A Selfless Parrot and Australia’s Fires
A parable about a fire-dousing bird in the Himalayas holds lessons for humans in this “Pyrocene” century
A friend and Earth Institute colleague, Brighton Kaoma, posted a Buddhist parable on Facebook that prompted me to think about the firefighters and citizen volunteers who’ve spent months trying to protect communities, and species, threatened by the massive wildfires in Australia.
In a thicket at the foot of the Himalayan mountains there once lived a parrot together with many other animals and birds. One day a fire started in the thicket from the friction of bamboos in a strong wind and the birds and animals were in frightened confusion.

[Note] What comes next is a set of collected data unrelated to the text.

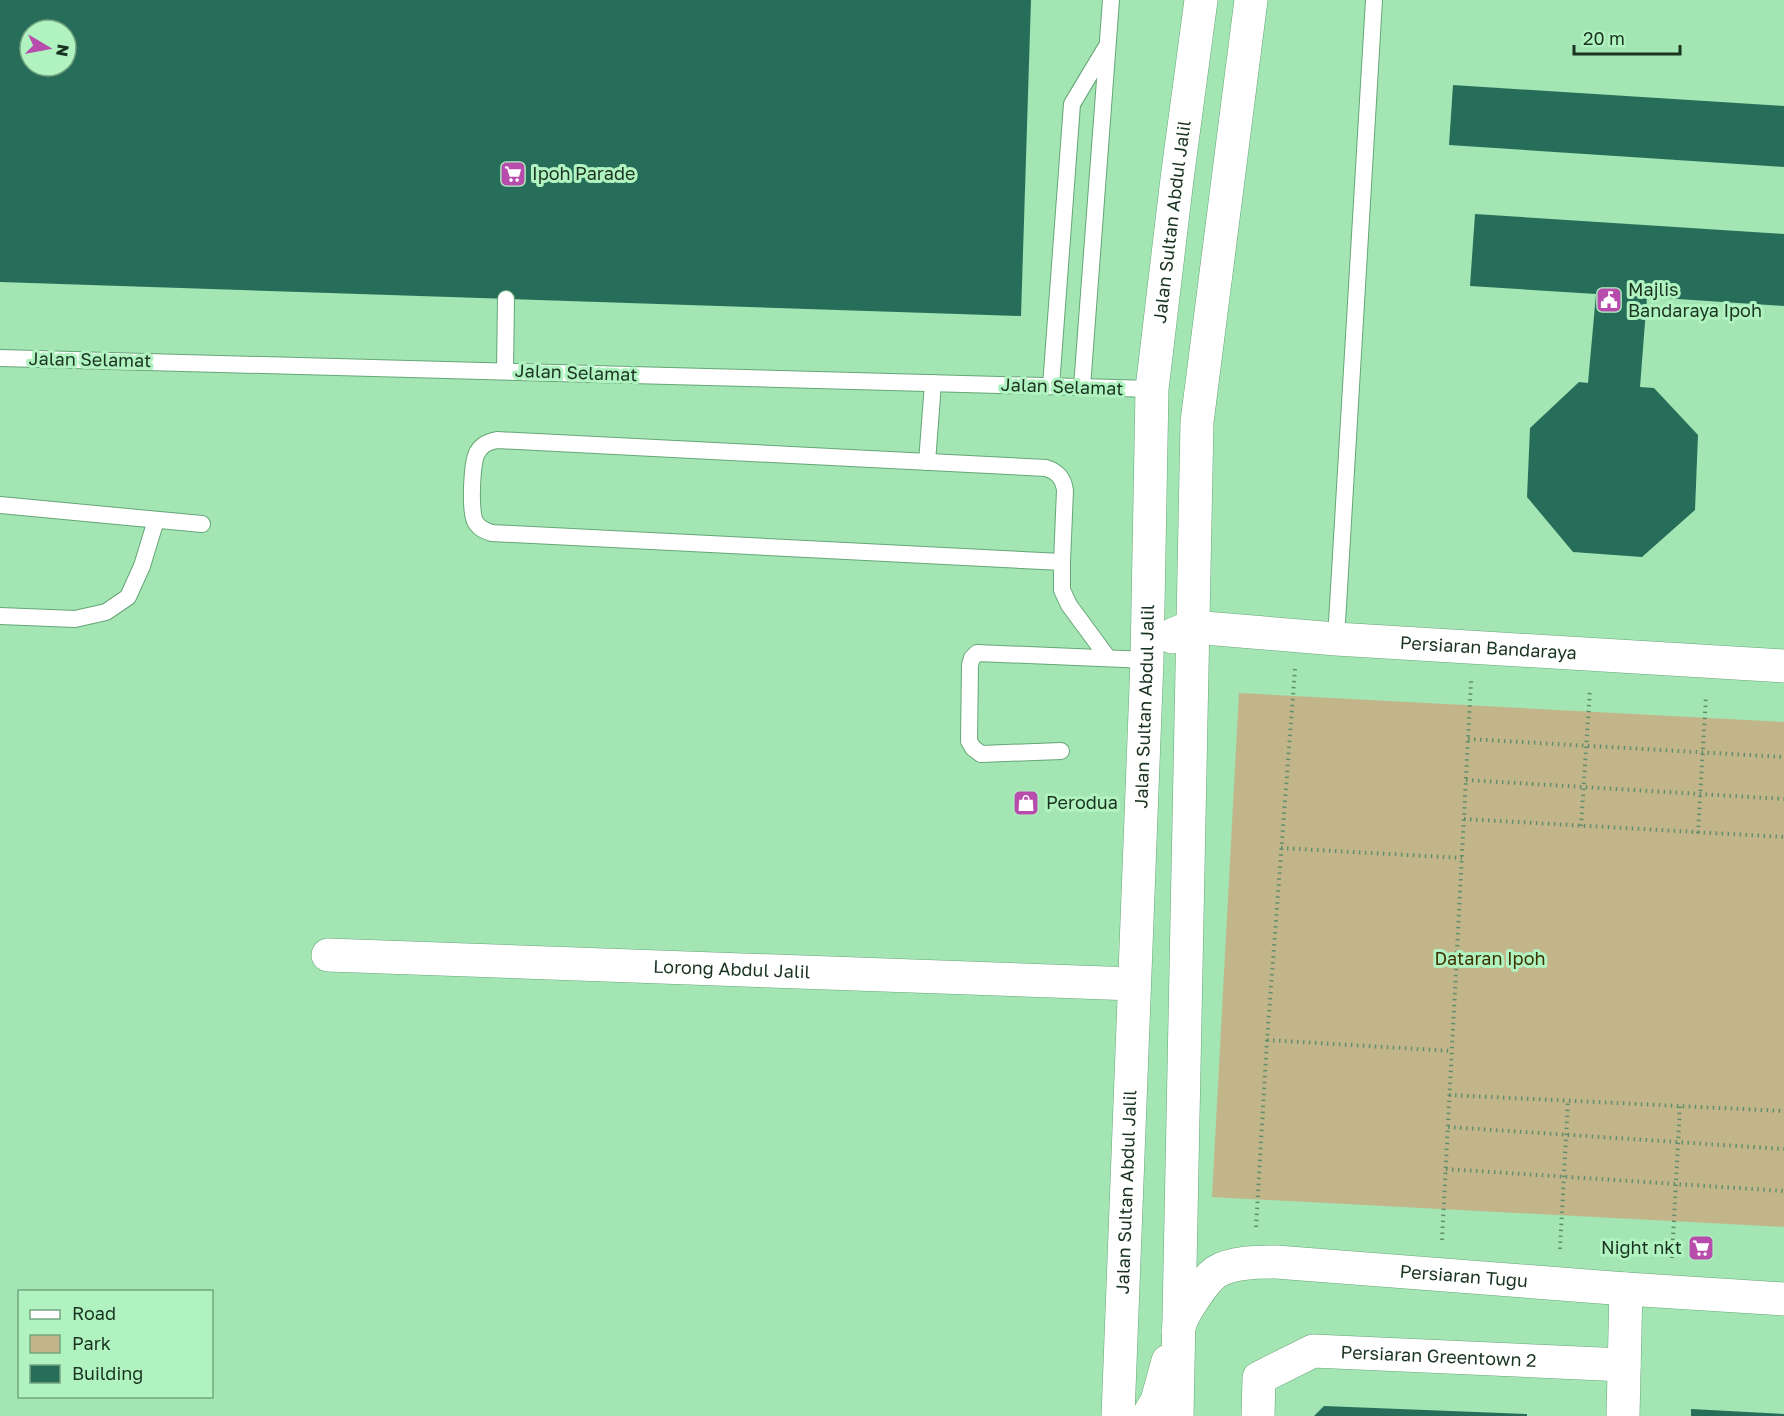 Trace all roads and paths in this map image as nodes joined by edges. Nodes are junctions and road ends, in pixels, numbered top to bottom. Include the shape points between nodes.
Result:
1 (1111, 0) edge
2 (1202, 0) edge
3 (1251, 0) edge
4 (1374, 0) edge
5 (1107, 46) junction
6 (506, 299) dead end
7 (0, 358) edge
8 (505, 371) junction
9 (933, 383) junction
10 (1051, 386) junction
11 (1082, 387) junction
12 (1152, 389) junction
13 (927, 462) junction
14 (0, 506) edge
15 (156, 520) junction
16 (202, 524) dead end
17 (1149, 527) junction
18 (1062, 562) junction
19 (0, 616) edge
20 (1192, 627) junction
21 (1297, 636) junction
22 (1336, 639) junction
23 (1472, 647) junction
24 (1592, 654) junction
25 (1108, 658) junction
26 (1146, 660) junction
27 (1708, 661) junction
28 (1784, 666) edge
29 (1468, 739) junction
30 (1586, 746) junction
31 (1061, 751) dead end
32 (1702, 753) junction
33 (1784, 757) edge
34 (1466, 780) junction
35 (1584, 787) junction
36 (1141, 788) junction
37 (1700, 794) junction
38 (1784, 799) edge
39 (1464, 819) junction
40 (1581, 826) junction
41 (1698, 832) junction
42 (1784, 837) edge
43 (1281, 848) junction
44 (1462, 858) junction
45 (328, 955) dead end
46 (1134, 984) junction
47 (1267, 1040) junction
48 (1452, 1051) junction
49 (1449, 1095) junction
50 (1568, 1100) junction
51 (1680, 1106) junction
52 (1784, 1111) edge
53 (1448, 1127) junction
54 (1566, 1135) junction
55 (1678, 1142) junction
56 (1784, 1149) edge
57 (1446, 1170) junction
58 (1564, 1177) junction
59 (1676, 1184) junction
60 (1784, 1191) edge
61 (1254, 1263) junction
62 (1440, 1275) junction
63 (1559, 1284) junction
64 (1626, 1289) junction
65 (1670, 1292) junction
66 (1784, 1299) edge
67 (1178, 1329) junction
68 (1624, 1365) junction
69 (1118, 1416) edge
70 (1148, 1416) edge
71 (1177, 1416) edge
72 (1258, 1416) edge
73 (1623, 1416) edge

1 - 5 lane
2 - 12 street, Jalan Sultan Abdul Jalil
3 - 20 street via 1197,422
4 - 22 lane
5 - 10 lane via 1072,104
5 - 11 lane
6 - 8 lane
7 - 8 lane, Jalan Selamat
8 - 9 lane, Jalan Selamat
9 - 10 lane, Jalan Selamat
9 - 13 lane
10 - 11 lane, Jalan Selamat
11 - 12 lane, Jalan Selamat
12 - 17 street, Jalan Sultan Abdul Jalil
13 - 18 lane via 1056,471 1065,490
13 - 18 lane via 497,441 478,450 472,511 474,522 492,533
14 - 15 lane
15 - 16 lane
15 - 19 lane via 128,597 106,612 75,619
17 - 20 street via 1156,541 1157,572 1164,601 1176,617
17 - 26 street, Jalan Sultan Abdul Jalil
18 - 25 lane via 1065,597
20 - 21 street, Persiaran Bandaraya
20 - 36 street via 1174,634 1160,653 1152,763
20 - 67 street
21 - 22 street, Persiaran Bandaraya
21 - 43 path
22 - 23 street, Persiaran Bandaraya
23 - 24 street, Persiaran Bandaraya
23 - 29 path
24 - 27 street, Persiaran Bandaraya
24 - 30 path
25 - 26 lane
25 - 31 lane via 977,653 972,658 969,741 974,748 981,754
26 - 36 street, Jalan Sultan Abdul Jalil
27 - 28 street, Persiaran Bandaraya
27 - 32 path
29 - 30 path
29 - 34 path
30 - 32 path
30 - 35 path
32 - 33 path
32 - 37 path
34 - 35 path
34 - 39 path
35 - 37 path
35 - 40 path
36 - 46 street, Jalan Sultan Abdul Jalil
37 - 38 path
37 - 41 path
39 - 40 path
39 - 44 path
40 - 41 path
41 - 42 path
43 - 44 path
43 - 47 path
44 - 48 path
45 - 46 street, Lorong Abdul Jalil
46 - 69 street, Jalan Sultan Abdul Jalil
47 - 48 path
47 - 61 path
48 - 49 path
49 - 50 path
49 - 53 path
50 - 51 path
50 - 54 path
51 - 52 path
51 - 55 path
53 - 54 path
53 - 57 path
54 - 55 path
54 - 58 path
55 - 56 path
55 - 59 path
57 - 58 path
57 - 62 path
58 - 59 path
58 - 63 path
59 - 60 path
59 - 65 path
61 - 62 street, Persiaran Tugu
61 - 67 street, Persiaran Tugu via 1217,1272 1203,1285
62 - 63 street, Persiaran Tugu
63 - 64 street, Persiaran Tugu
64 - 65 street, Persiaran Tugu
64 - 68 street
65 - 66 street, Persiaran Tugu
67 - 70 street via 1157,1401
67 - 71 street
68 - 72 street, Persiaran Greentown 2 via 1313,1351 1259,1378
68 - 73 street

The Parrot, feeling compassion for their fright and suffering, and wishing to repay the kindness he had received in the bamboo thicket where he could shelter himself, tried to do all he could to save them. He dipped himself in a pond nearby and flew over the fire and shook off the drops of water to extinguish the fire. He repeated this diligently with a heart of compassion out of gratitude for the thicket.
This spirit of kindness and self-sacrifice was noticed by a heavenly god who came down from the sky and said to the parrot: “You have a gallant mind, but what good do you expect to accomplish by a few drops of water against this great fire?”
The parrot answered: “There is nothing that can’t be accomplished by the spirit of gratitude and self-sacrifice. I will try over and over again and then over in the next life.”
The great god was impressed by the parrot’s spirit and together they extinguished the fire.
There’ll be ever more need for sustained selflessness on this planet if there is to be a smooth path through this fast-forward century. This is, after all, the Pyrocene, to use the apt term for this moment in history coined by the environmental historian Stephen J. Pyne of Arizona State.
This is nowhere more true than in places where rapid settlement has occurred in zones of deep wildfire hazard in Australia, the western United States, Greece, Portugal and other parts of Europpe — particularly with the rising odds of hot, dry fire-friendly spells with human-driven global warming.